The story in Judgement is no more complicated than in any of the previous Gears games – but making the structure episodic and allowing different characters from Kilo squad take up the storytelling mantle certainly injects a breath of fresh air to the whole thing. The basic premise is that Kilo Squad have been captured, charged with desertion and treason – a make-shift court is erected while battle looms all around them to hear their story and sentence them.
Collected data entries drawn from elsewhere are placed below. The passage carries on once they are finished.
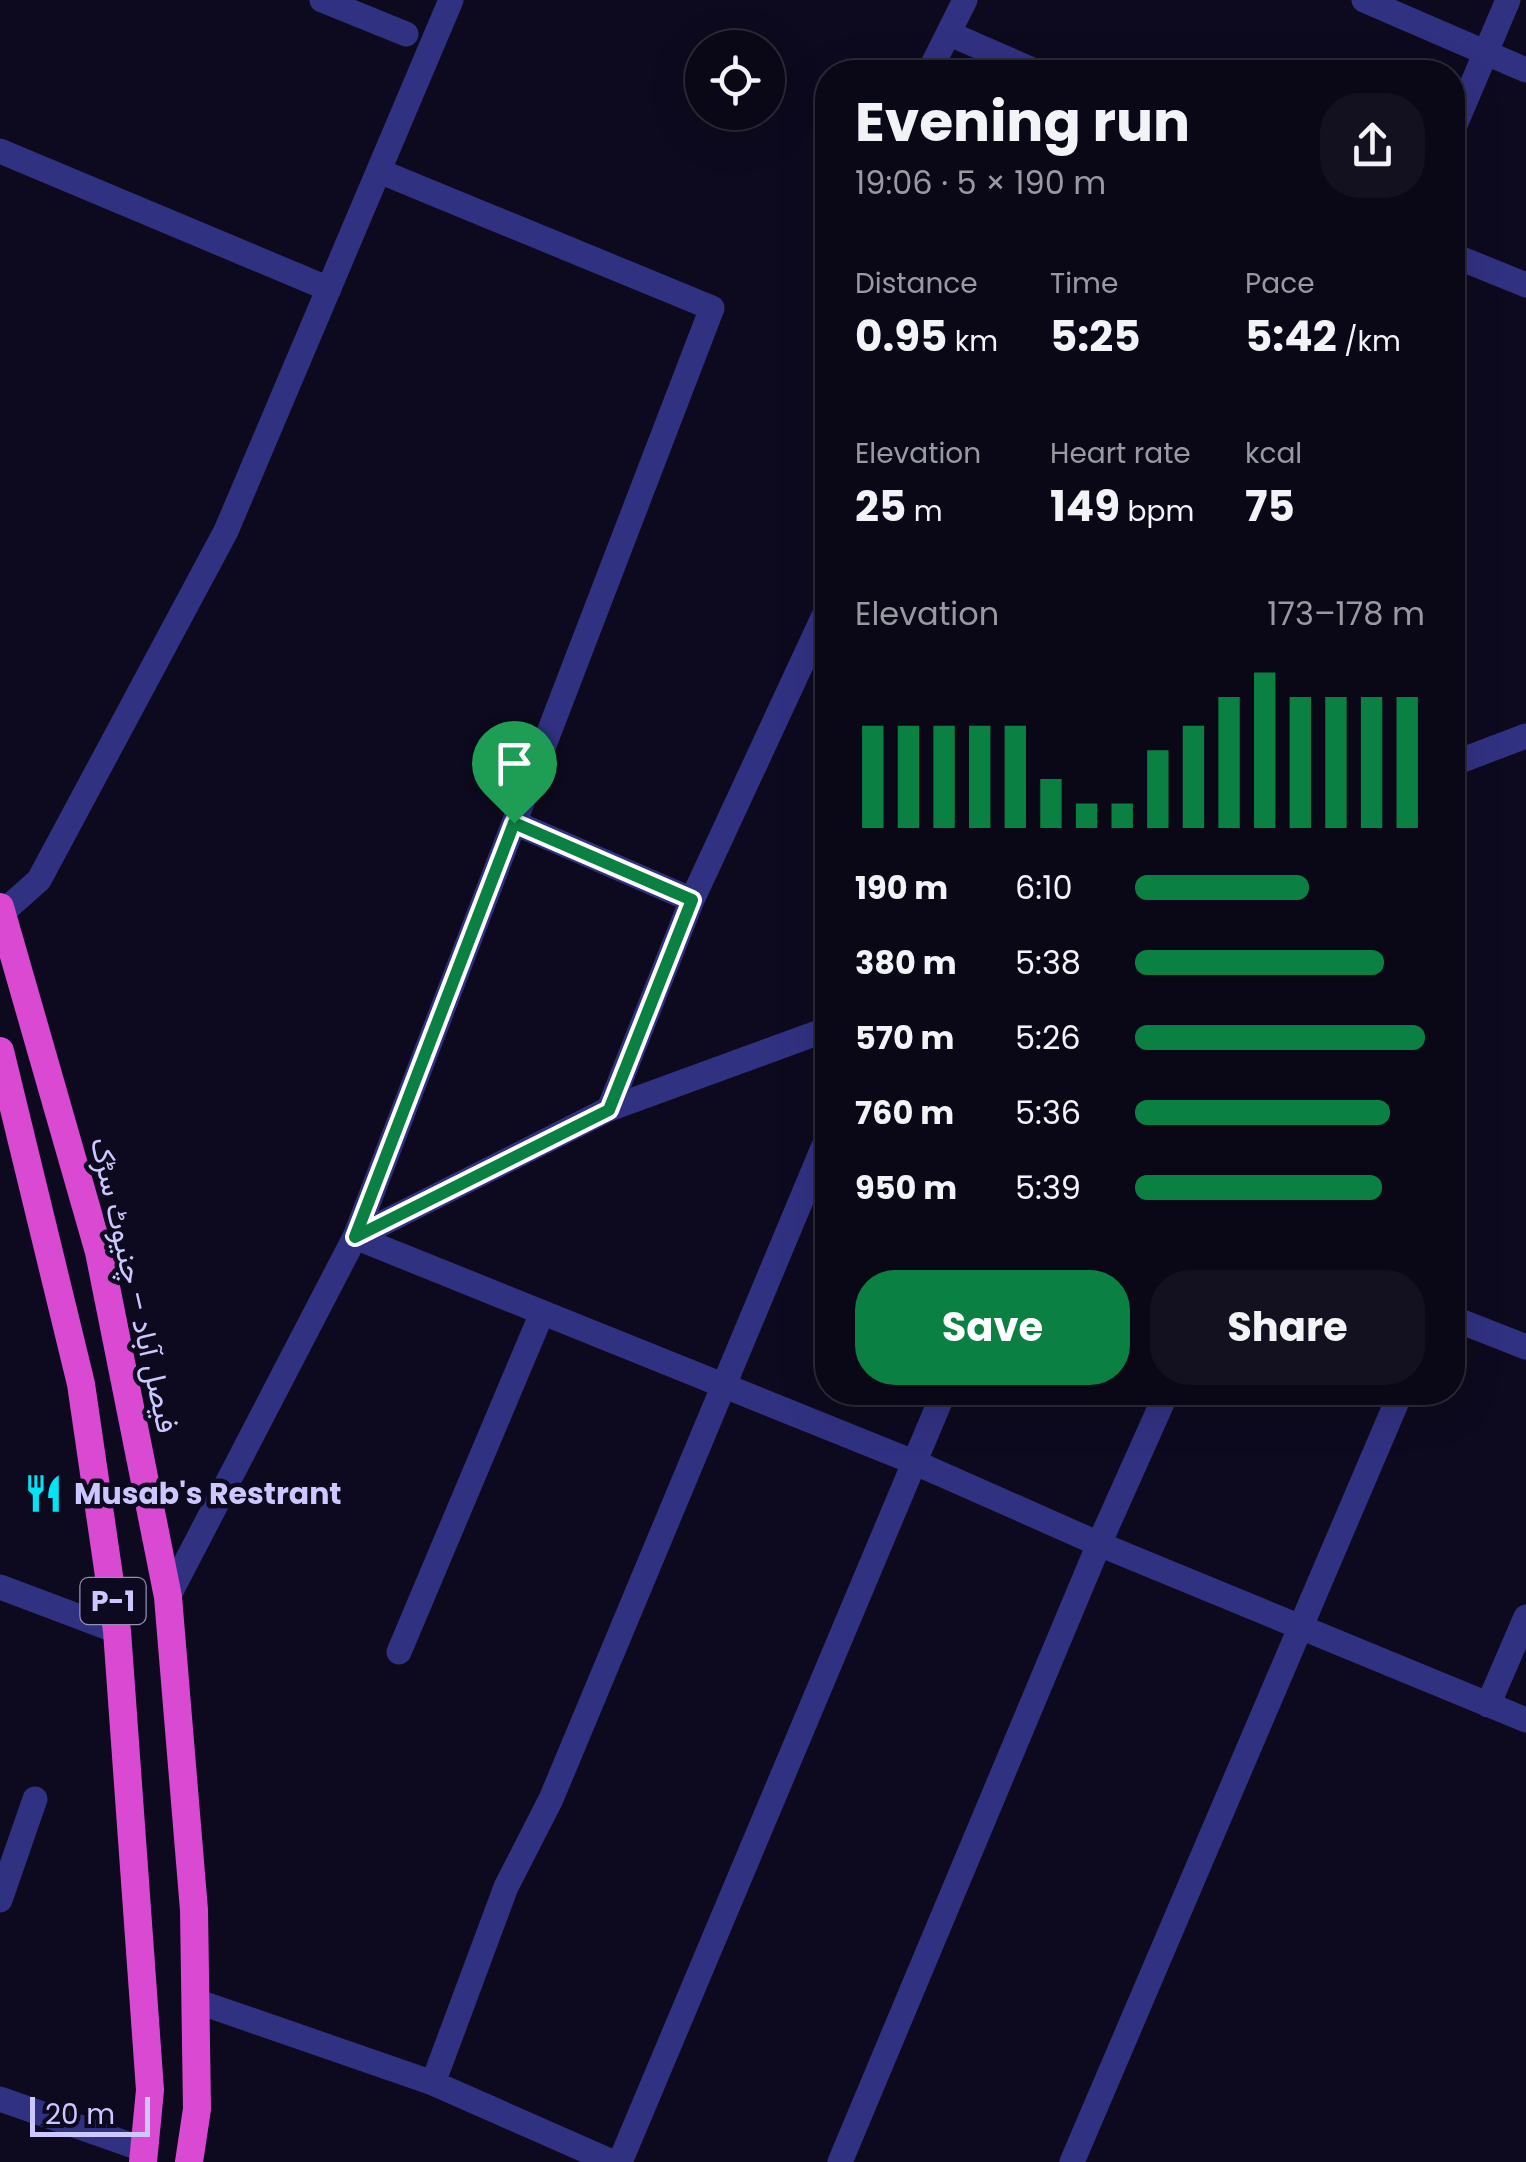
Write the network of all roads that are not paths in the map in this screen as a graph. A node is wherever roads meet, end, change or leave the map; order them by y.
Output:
1 (322, 0) edge
2 (451, 0) edge
3 (964, 0) edge
4 (1364, 0) edge
5 (1508, 0) edge
6 (406, 34) dead end
7 (950, 34) junction
8 (1486, 52) junction
9 (936, 60) edge
10 (1009, 60) edge
11 (1526, 70) edge
12 (1465, 101) edge
13 (0, 152) edge
14 (379, 170) junction
15 (1465, 259) edge
16 (1526, 285) edge
17 (328, 289) junction
18 (815, 635) edge
19 (1526, 736) edge
20 (1465, 759) edge
21 (514, 823) junction
22 (692, 900) junction
23 (1, 910) edge
24 (815, 1034) edge
25 (0, 1050) edge
26 (5, 1081) edge
27 (609, 1110) junction
28 (815, 1167) edge
29 (355, 1237) junction
30 (542, 1313) junction
31 (1465, 1323) edge
32 (1526, 1347) edge
33 (723, 1386) junction
34 (939, 1405) edge
35 (1161, 1405) edge
36 (1395, 1405) edge
37 (916, 1463) junction
38 (1099, 1544) junction
39 (0, 1587) edge
40 (168, 1597) junction
41 (1526, 1617) edge
42 (1299, 1627) junction
43 (117, 1631) junction
44 (400, 1652) dead end
45 (1488, 1705) junction
46 (1526, 1720) edge
47 (35, 1799) dead end
48 (0, 1900) edge
49 (196, 2001) junction
50 (433, 2083) junction
51 (0, 2099) edge
52 (144, 2156) edge
53 (189, 2162) edge
54 (616, 2162) edge
55 (840, 2162) edge
56 (1072, 2162) edge

1 - 6 street
2 - 14 street
3 - 7 street
4 - 8 street
5 - 8 street
7 - 9 street
7 - 10 street
8 - 11 street
8 - 12 street
13 - 17 street
14 - 17 street
14 - 21 street
15 - 16 street
17 - 23 street
18 - 22 street
19 - 20 street
21 - 22 street
21 - 29 street
22 - 27 street
23 - 40 highway, فیصل آباد – چنیوٹ سڑک / P-1
24 - 27 street
25 - 26 highway, P-1
26 - 43 highway, P-1
27 - 29 street
28 - 33 street
29 - 30 street
29 - 40 street
30 - 33 street
30 - 44 street
31 - 32 street
33 - 37 street
33 - 50 street
34 - 37 street
35 - 38 street
36 - 42 street
37 - 38 street
37 - 54 street
38 - 42 street
38 - 55 street
39 - 43 street
40 - 49 highway, فیصل آباد – چنیوٹ سڑک / P-1
41 - 45 street
42 - 45 street
42 - 56 street
43 - 52 highway, P-1
45 - 46 street
47 - 48 street
49 - 50 street
49 - 53 highway, فیصل آباد – چنیوٹ سڑک / P-1
50 - 54 street
51 - 52 street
Their chances are slim as the colonel in charge of the court has already made his mind to sentences them all to death – however for the sake of appearances he allows each Gear to come forth and tell some part of the story letting the player play through the erratic adventures of this rag-tag group of misfit soldiers.

Alongside the single-player campaign which takes what’s best with the series and refines it – the multiplayer also brings some very welcome additions to the series.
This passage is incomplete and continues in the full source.